You should also be able to parse out additional arguments. For example, if the call were
wc.mod -f foo
then argc should be 3, and argv should contain "wc.mod", "-f" and "foo".
A newline character will signify the end of the command, and should cause the shell to start parsing. You do not have to implement a backslash continuation.
A pipe is a mechanism that allows the standard output of one process to be connect to the standard input of another process. A pipe will be denoted by the vertical bar, "|", as it is in UNIX. Hence, if you get the following in your command line:
os412 % yay.mod | bar.mod foo
Then, you should Proc_start two processes. Each process will have its own argc and argv. The first process will be "yay.mod" and the second "bar.mod" with an argument for "foo". Make sure both modules can be loaded, otherwise do not complete the pipe, print an error message, and display the prompt again.
If both modules can be loaded, you will need to create a pipe. A pipe is basically a message queue shared by the two processes. Recall that the stdout of the yay.mod process should be hooked to the stdin of bar.mod process. Think of how this can be done using a message queue and appropriate Proc_start's. The shell will then block on the PID values of these two processes. Once completed, a prompt will be displayed.
You should be able to handle multiple pipes.
For most commands, you will parse it, and try to load the module. However, you will need a way to quit from the shell. Typing "exit" as a command should cause you to exit the shell (i.e., do not read any more commands from the user). After typing it, there will be no user processes, which means you should return back to main() and exit to DOS as in previous projects.
Your shell will not have some of the features that you normally associate with shells. You will not be able to redirect output to a file, nor read input from a file. You won't be able to place processes in the background or bring it into the foreground. Because control keys were not implemented in the keyboard driver, we will not be able to implement such standards as the control-C feature (interrupt the current process) nor the control-Z feature (place the process in the background). You will not handle globbing (dealing with wildcards) nor have histories. It is useful, however, to think about how this might all be implemented in this project. You might want to spend ten or twenty minutes thinking about how you would implement these more advanced features. Some of this would not be too difficult. However, you will not be required to implement any of these advanced features (but they make great final questions).

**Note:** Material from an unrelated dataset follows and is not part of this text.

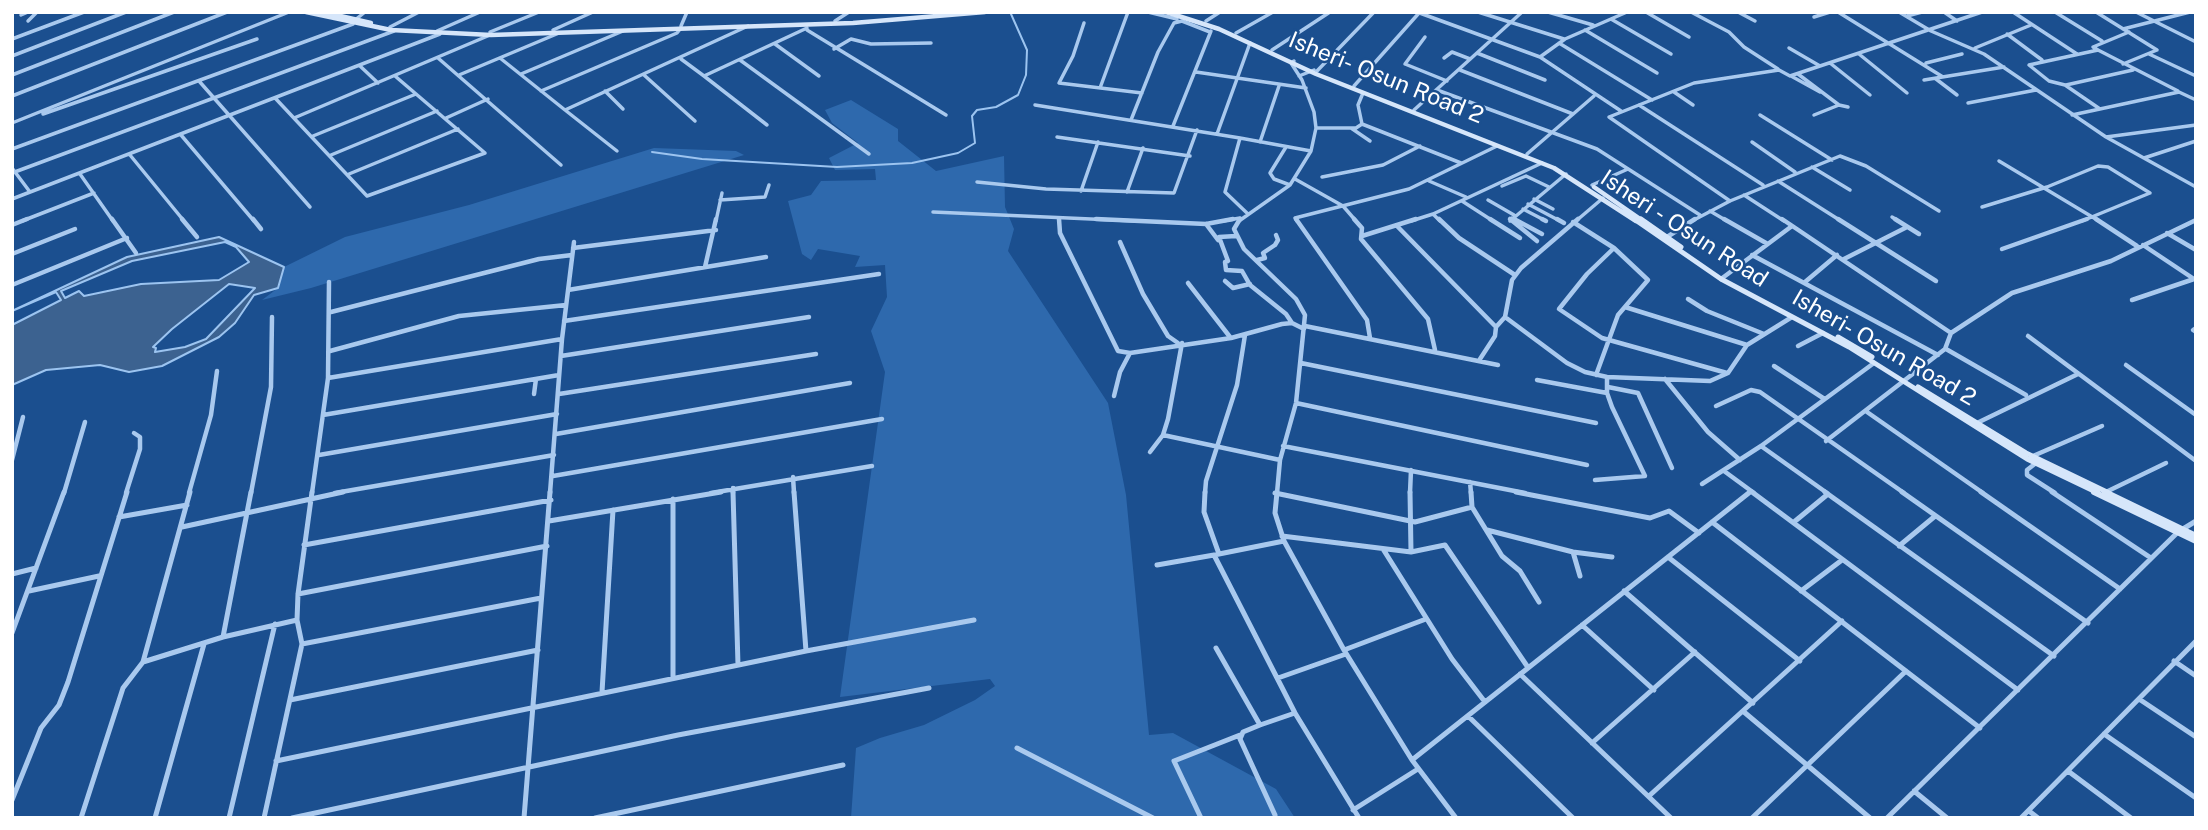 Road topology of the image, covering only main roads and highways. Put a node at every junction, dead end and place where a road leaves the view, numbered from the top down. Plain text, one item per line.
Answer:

Because you will be using many queues to put processes to sleep, and because Ksleep and Kwakeup currently take only one argument (the semaphore ID), it may become unwieldly to partition the semaphore IDs for so many different uses. Hence, you may wish to take a second argument for both Ksleep and Kwakeup. For example, if the second argument is 0, then you could use the semaphore queues. If the second argument is 1, you might refer to queues relating to Waitpid() system calls, and so forth. Since we will be testing your code by using your shell, there will be no need for our test programs to be aware of how Ksleep and Kwakeup are implemented.
You will no longer have these functions in klib (MQ_Send and MQ_Receive subsume their roles). You should also remove the cases in System_service for these routines. You will want to keep the kputch function, but it will only be called by KMQ_Send (for the mailbox "/dev/console") and Cprintf (in kprintf.c). Likewise the queue of characters from the keyboard has been replaced by the mailbox for "/dev/keyboard".